[Dataset entries]

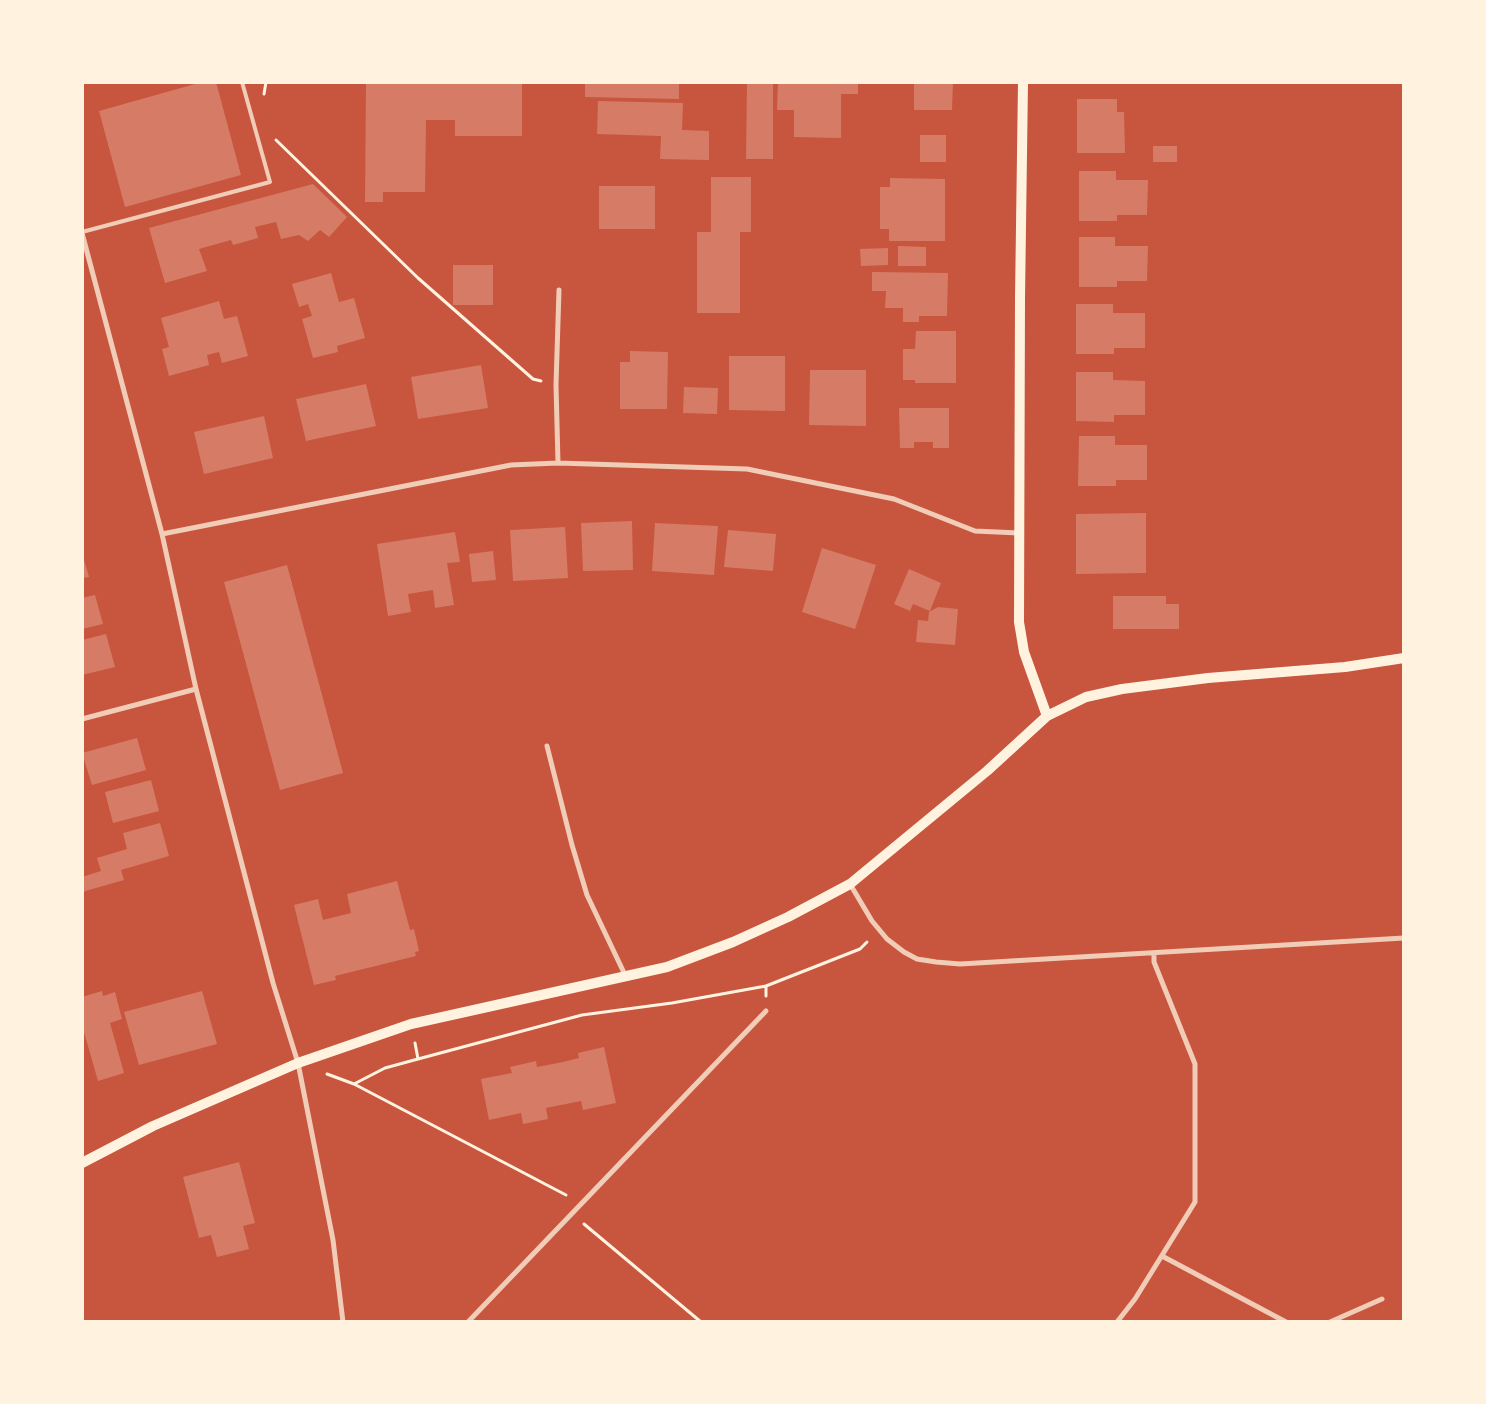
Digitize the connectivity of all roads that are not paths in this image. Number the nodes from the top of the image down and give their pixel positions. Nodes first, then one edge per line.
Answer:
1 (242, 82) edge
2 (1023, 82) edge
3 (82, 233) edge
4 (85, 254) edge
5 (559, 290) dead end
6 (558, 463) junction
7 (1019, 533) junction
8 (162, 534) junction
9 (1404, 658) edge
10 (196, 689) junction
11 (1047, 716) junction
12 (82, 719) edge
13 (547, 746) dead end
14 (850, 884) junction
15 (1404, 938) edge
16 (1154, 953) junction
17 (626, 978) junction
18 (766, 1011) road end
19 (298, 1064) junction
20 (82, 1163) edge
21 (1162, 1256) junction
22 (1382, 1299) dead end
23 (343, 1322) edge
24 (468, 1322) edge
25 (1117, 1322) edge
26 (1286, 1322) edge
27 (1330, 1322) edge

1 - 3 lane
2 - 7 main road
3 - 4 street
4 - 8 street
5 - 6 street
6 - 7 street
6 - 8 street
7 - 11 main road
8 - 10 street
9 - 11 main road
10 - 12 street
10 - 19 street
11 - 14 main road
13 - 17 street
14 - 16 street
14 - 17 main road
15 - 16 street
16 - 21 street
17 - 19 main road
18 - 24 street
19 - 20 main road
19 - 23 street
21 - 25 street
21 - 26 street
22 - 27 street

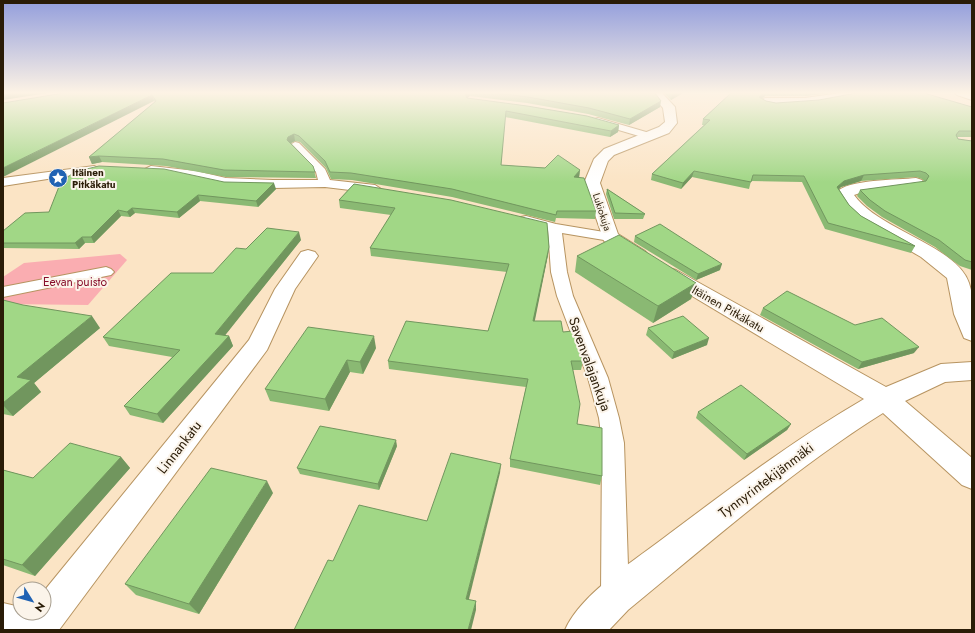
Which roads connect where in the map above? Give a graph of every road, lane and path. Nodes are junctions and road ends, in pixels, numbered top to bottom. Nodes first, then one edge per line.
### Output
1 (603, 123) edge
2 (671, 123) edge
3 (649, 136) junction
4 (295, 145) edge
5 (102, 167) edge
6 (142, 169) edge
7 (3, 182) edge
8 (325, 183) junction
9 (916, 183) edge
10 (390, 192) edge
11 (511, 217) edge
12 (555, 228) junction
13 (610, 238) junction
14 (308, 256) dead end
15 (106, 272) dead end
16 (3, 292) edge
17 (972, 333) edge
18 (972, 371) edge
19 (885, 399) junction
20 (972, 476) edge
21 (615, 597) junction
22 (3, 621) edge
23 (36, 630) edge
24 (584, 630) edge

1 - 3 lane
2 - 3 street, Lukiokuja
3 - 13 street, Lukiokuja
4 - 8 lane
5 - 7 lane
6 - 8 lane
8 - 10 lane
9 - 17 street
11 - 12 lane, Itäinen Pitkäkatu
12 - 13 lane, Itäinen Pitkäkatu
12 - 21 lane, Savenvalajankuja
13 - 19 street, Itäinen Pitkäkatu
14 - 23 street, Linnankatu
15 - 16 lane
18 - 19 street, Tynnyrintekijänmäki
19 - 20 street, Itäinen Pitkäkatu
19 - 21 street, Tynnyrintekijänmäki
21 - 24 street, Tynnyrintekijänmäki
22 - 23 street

### [Problem requirements]
From the first line to the last, repeat the entries exactly and leave out the pictures.

### [Your response]
Digitize the connectivity of all roads that are not paths in this image. Number the nodes from the top of the image down and give their pixel positions. Nodes first, then one edge per line.
Answer:
1 (242, 82) edge
2 (1023, 82) edge
3 (82, 233) edge
4 (85, 254) edge
5 (559, 290) dead end
6 (558, 463) junction
7 (1019, 533) junction
8 (162, 534) junction
9 (1404, 658) edge
10 (196, 689) junction
11 (1047, 716) junction
12 (82, 719) edge
13 (547, 746) dead end
14 (850, 884) junction
15 (1404, 938) edge
16 (1154, 953) junction
17 (626, 978) junction
18 (766, 1011) road end
19 (298, 1064) junction
20 (82, 1163) edge
21 (1162, 1256) junction
22 (1382, 1299) dead end
23 (343, 1322) edge
24 (468, 1322) edge
25 (1117, 1322) edge
26 (1286, 1322) edge
27 (1330, 1322) edge

1 - 3 lane
2 - 7 main road
3 - 4 street
4 - 8 street
5 - 6 street
6 - 7 street
6 - 8 street
7 - 11 main road
8 - 10 street
9 - 11 main road
10 - 12 street
10 - 19 street
11 - 14 main road
13 - 17 street
14 - 16 street
14 - 17 main road
15 - 16 street
16 - 21 street
17 - 19 main road
18 - 24 street
19 - 20 main road
19 - 23 street
21 - 25 street
21 - 26 street
22 - 27 street

Which roads connect where in the map above? Give a graph of every road, lane and path. Nodes are junctions and road ends, in pixels, numbered top to bottom. Nodes first, then one edge per line.
### Output
1 (603, 123) edge
2 (671, 123) edge
3 (649, 136) junction
4 (295, 145) edge
5 (102, 167) edge
6 (142, 169) edge
7 (3, 182) edge
8 (325, 183) junction
9 (916, 183) edge
10 (390, 192) edge
11 (511, 217) edge
12 (555, 228) junction
13 (610, 238) junction
14 (308, 256) dead end
15 (106, 272) dead end
16 (3, 292) edge
17 (972, 333) edge
18 (972, 371) edge
19 (885, 399) junction
20 (972, 476) edge
21 (615, 597) junction
22 (3, 621) edge
23 (36, 630) edge
24 (584, 630) edge

1 - 3 lane
2 - 3 street, Lukiokuja
3 - 13 street, Lukiokuja
4 - 8 lane
5 - 7 lane
6 - 8 lane
8 - 10 lane
9 - 17 street
11 - 12 lane, Itäinen Pitkäkatu
12 - 13 lane, Itäinen Pitkäkatu
12 - 21 lane, Savenvalajankuja
13 - 19 street, Itäinen Pitkäkatu
14 - 23 street, Linnankatu
15 - 16 lane
18 - 19 street, Tynnyrintekijänmäki
19 - 20 street, Itäinen Pitkäkatu
19 - 21 street, Tynnyrintekijänmäki
21 - 24 street, Tynnyrintekijänmäki
22 - 23 street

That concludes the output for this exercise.